Another year of overexposure for this once vestal virgin. This year we got to hear Fred Durst talk about how Britney was in the sack and we got to see her make out with Madonna. With all her fame and success Britney still has that weird Justin Timberlake/Mickey Mouse Club urban homeboy accent that makes us want to beat her senseless. Unfortunately, we are reminded she is a woman now and her boobs will never look as good as they do today. It's all downhill from here.

9. Keanu Reeves

 

I think that the guy who costarred with Keanu Reeves in "Bill and Ted's Excellent Adventure" is as angry with the world for Keanu's success as we are.
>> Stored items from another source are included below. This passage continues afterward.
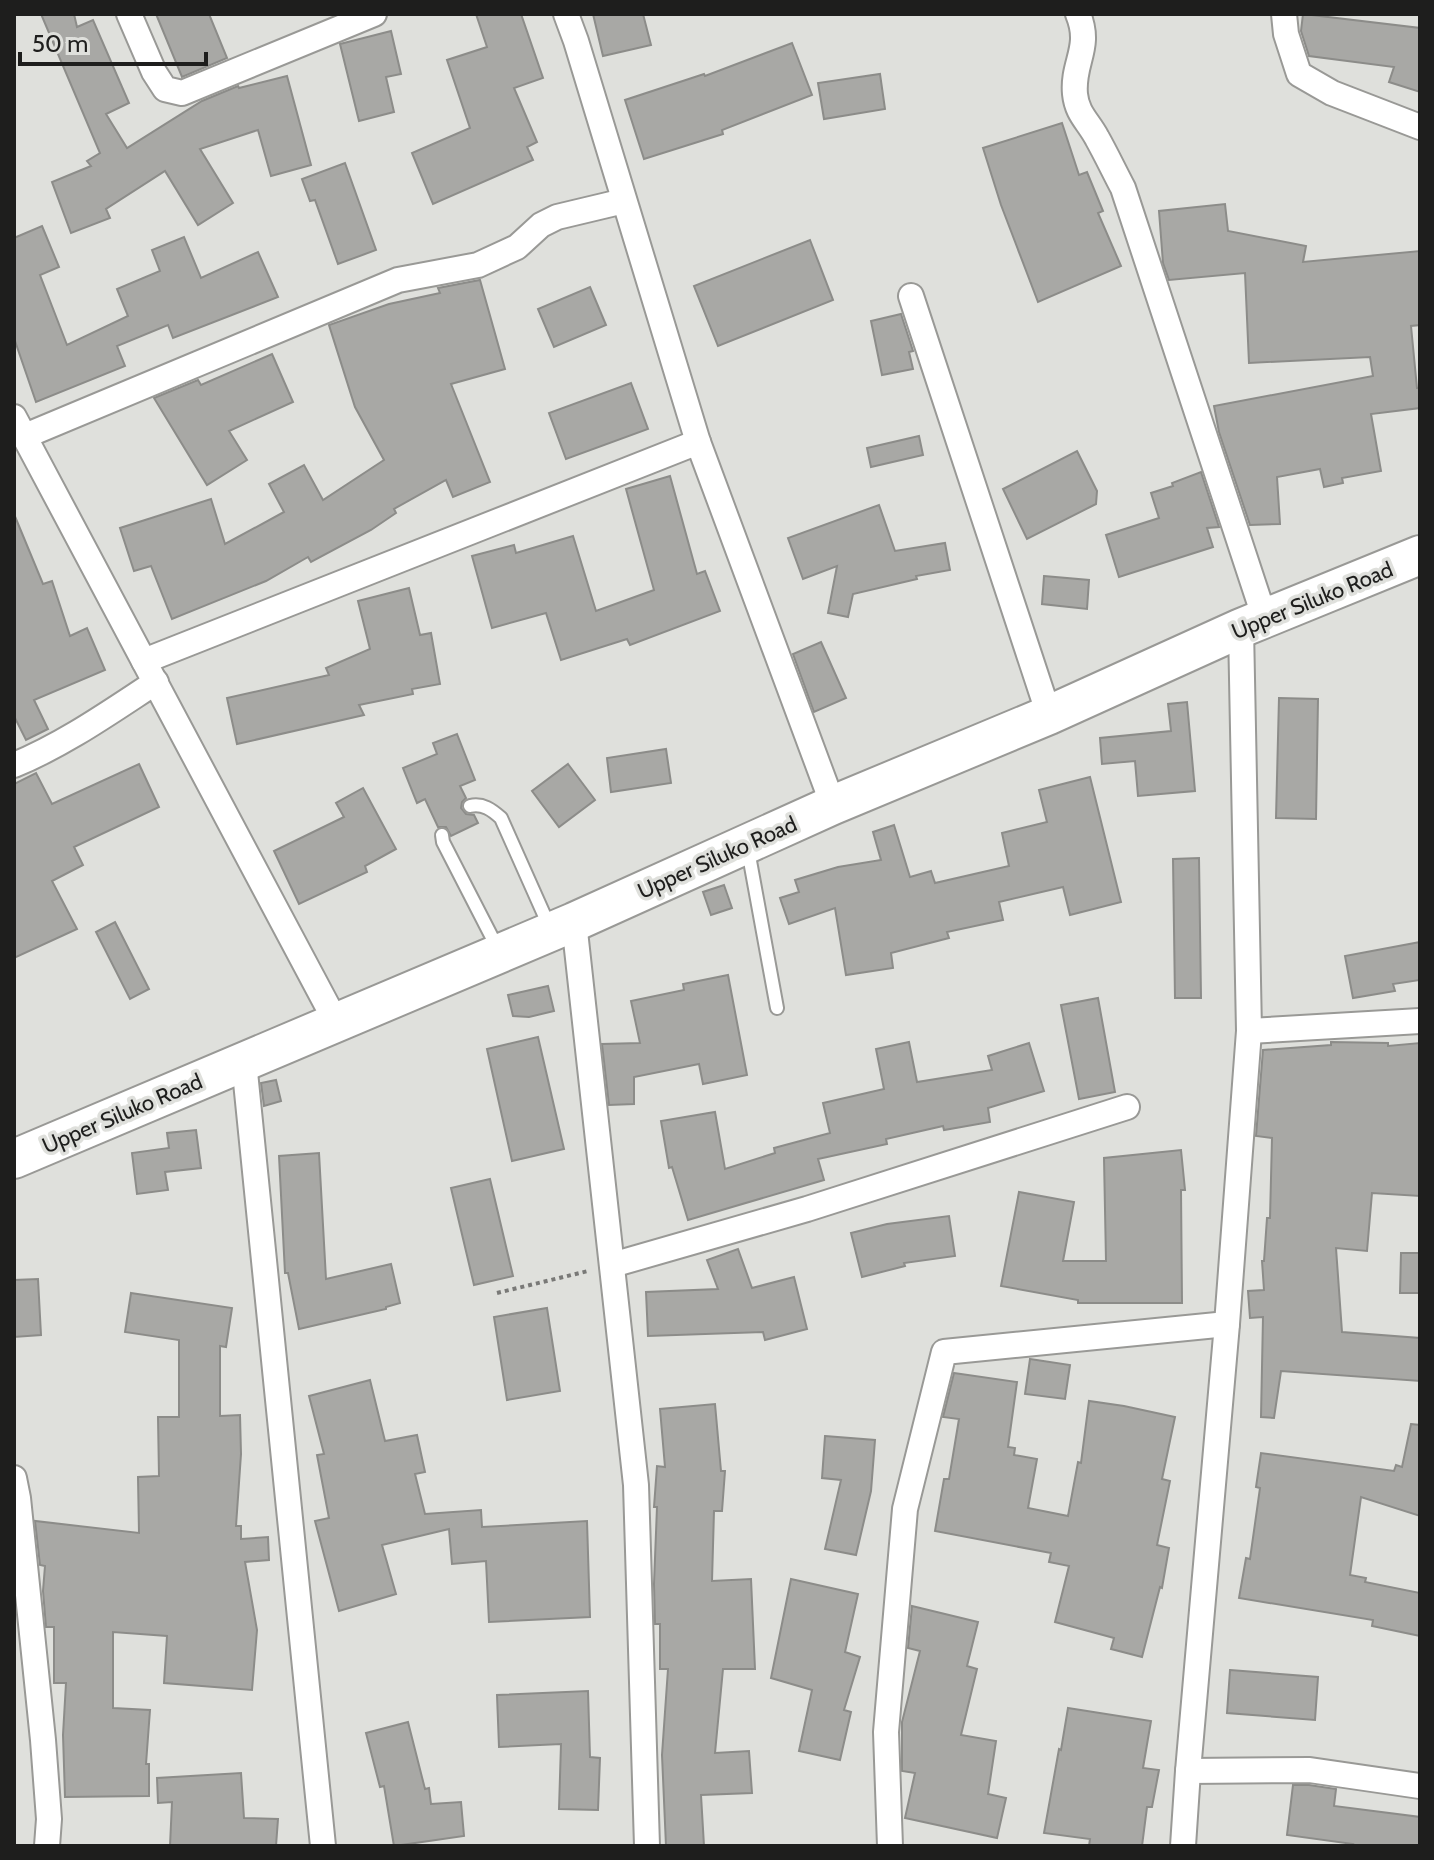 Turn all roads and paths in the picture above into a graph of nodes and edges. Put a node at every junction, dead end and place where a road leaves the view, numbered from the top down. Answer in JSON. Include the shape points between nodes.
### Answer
{"nodes":[{"id":1,"x":129,"y":14,"type":"edge"},
{"id":2,"x":374,"y":14,"type":"edge"},
{"id":3,"x":566,"y":14,"type":"edge"},
{"id":4,"x":1078,"y":14,"type":"edge"},
{"id":5,"x":1284,"y":14,"type":"edge"},
{"id":6,"x":1420,"y":127,"type":"edge"},
{"id":7,"x":624,"y":201,"type":"junction"},
{"id":8,"x":911,"y":296,"type":"dead end"},
{"id":9,"x":20,"y":427,"type":"edge"},
{"id":10,"x":698,"y":442,"type":"junction"},
{"id":11,"x":1420,"y":555,"type":"edge"},
{"id":12,"x":1253,"y":624,"type":"junction"},
{"id":13,"x":150,"y":671,"type":"junction"},
{"id":14,"x":1049,"y":715,"type":"junction"},
{"id":15,"x":14,"y":765,"type":"edge"},
{"id":16,"x":833,"y":805,"type":"junction"},
{"id":17,"x":470,"y":806,"type":"dead end"},
{"id":18,"x":442,"y":835,"type":"dead end"},
{"id":19,"x":747,"y":843,"type":"junction"},
{"id":20,"x":562,"y":926,"type":"junction"},
{"id":21,"x":500,"y":953,"type":"junction"},
{"id":22,"x":777,"y":1008,"type":"dead end"},
{"id":23,"x":1420,"y":1021,"type":"edge"},
{"id":24,"x":336,"y":1022,"type":"junction"},
{"id":25,"x":1249,"y":1031,"type":"junction"},
{"id":26,"x":244,"y":1062,"type":"junction"},
{"id":27,"x":1127,"y":1107,"type":"dead end"},
{"id":28,"x":14,"y":1159,"type":"edge"},
{"id":29,"x":612,"y":1265,"type":"junction"},
{"id":30,"x":497,"y":1293,"type":"dead end"},
{"id":31,"x":1227,"y":1324,"type":"junction"},
{"id":32,"x":14,"y":1478,"type":"edge"},
{"id":33,"x":19,"y":1554,"type":"edge"},
{"id":34,"x":1188,"y":1771,"type":"junction"},
{"id":35,"x":1420,"y":1786,"type":"edge"},
{"id":36,"x":47,"y":1846,"type":"edge"},
{"id":37,"x":323,"y":1846,"type":"edge"},
{"id":38,"x":647,"y":1846,"type":"edge"},
{"id":39,"x":890,"y":1846,"type":"edge"},
{"id":40,"x":1183,"y":1846,"type":"edge"}],
"edges":[{"from":1,"to":2,"type":"street","via":[[165,89],[182,93]]},
{"from":3,"to":7,"type":"street"},
{"from":4,"to":12,"type":"street","via":[[1084,43],[1075,73],[1080,115],[1123,188]]},
{"from":5,"to":6,"type":"street","via":[[1299,74],[1332,93]]},
{"from":7,"to":9,"type":"street","via":[[557,217],[517,247],[478,265],[398,280]]},
{"from":7,"to":10,"type":"street"},
{"from":8,"to":14,"type":"street"},
{"from":9,"to":13,"type":"street"},
{"from":10,"to":13,"type":"street"},
{"from":10,"to":16,"type":"street"},
{"from":11,"to":12,"type":"main road","name":"Upper Siluko Road"},
{"from":12,"to":14,"type":"main road","name":"Upper Siluko Road"},
{"from":12,"to":25,"type":"street"},
{"from":13,"to":15,"type":"street","via":[[61,743]]},
{"from":13,"to":24,"type":"street"},
{"from":14,"to":16,"type":"main road","name":"Upper Siluko Road"},
{"from":16,"to":19,"type":"main road","name":"Upper Siluko Road"},
{"from":17,"to":20,"type":"lane","via":[[490,808],[501,818]]},
{"from":18,"to":21,"type":"lane"},
{"from":19,"to":20,"type":"main road","name":"Upper Siluko Road"},
{"from":19,"to":22,"type":"lane"},
{"from":20,"to":21,"type":"main road","name":"Upper Siluko Road"},
{"from":20,"to":29,"type":"street"},
{"from":21,"to":24,"type":"main road","name":"Upper Siluko Road"},
{"from":23,"to":25,"type":"street"},
{"from":24,"to":26,"type":"main road","name":"Upper Siluko Road"},
{"from":25,"to":31,"type":"street"},
{"from":26,"to":28,"type":"main road","name":"Upper Siluko Road"},
{"from":26,"to":37,"type":"street"},
{"from":27,"to":29,"type":"street"},
{"from":29,"to":30,"type":"path"},
{"from":29,"to":38,"type":"street","via":[[636,1485]]},
{"from":31,"to":34,"type":"street"},
{"from":31,"to":39,"type":"street","via":[[944,1352],[905,1509],[886,1732]]},
{"from":32,"to":33,"type":"street"},
{"from":33,"to":36,"type":"street","via":[[43,1740]]},
{"from":34,"to":35,"type":"street","via":[[1310,1770]]},
{"from":34,"to":40,"type":"street"}]}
The only thing worse than watching Keanu act is watching him being interviewed. Watching the second Matrix movie is like viewing clown art at the Smithsonian. You want to laugh, you want to point. You want to kill.

 8. Saddam Hussein

Saddam Hussein has had a tough year. He chose to listen to the French opinion that America would never invade Iraq and then saw his government toppled in a mere two weeks. In the end, he was caught in a hole surrounded by Mars Bars, dirty magazines and a "not-so-fresh feeling."

7. Ben Affleck

 

Remember when Matt Damon was the really famous one and Ben Affleck was just doing bit parts in movies like "School Ties" and "Dazed and Confused?" The world seemed okay back then. After all, nice guys finish last and Ben Affleck seems nice, despite his addiction to booze and gambling as well as a penchant for making bad movies and dating down. Ben has that everyman, fraternity-brother-turned-date-rapist look that most movie studios are searching for today but the rest of the world could do without. Ben ranks at a respectable #7.

 

6. Arnold Schwarzenegger

Despite mouse-size testicles from rampant steroid abuse, nearly three decades of womanizing, a love for marijuana as well as lockerroom towel fights and slathering himself in Wesson oil before every public appearance, Arnold Schwarzenegger managed to become a multimillionaire movie star, marry a Kennedy and become the governor of California, while "Pumping Iron" costar Lou Ferrigno is selling cars in Van Nuys. It's just so unfair we had to include him on our list.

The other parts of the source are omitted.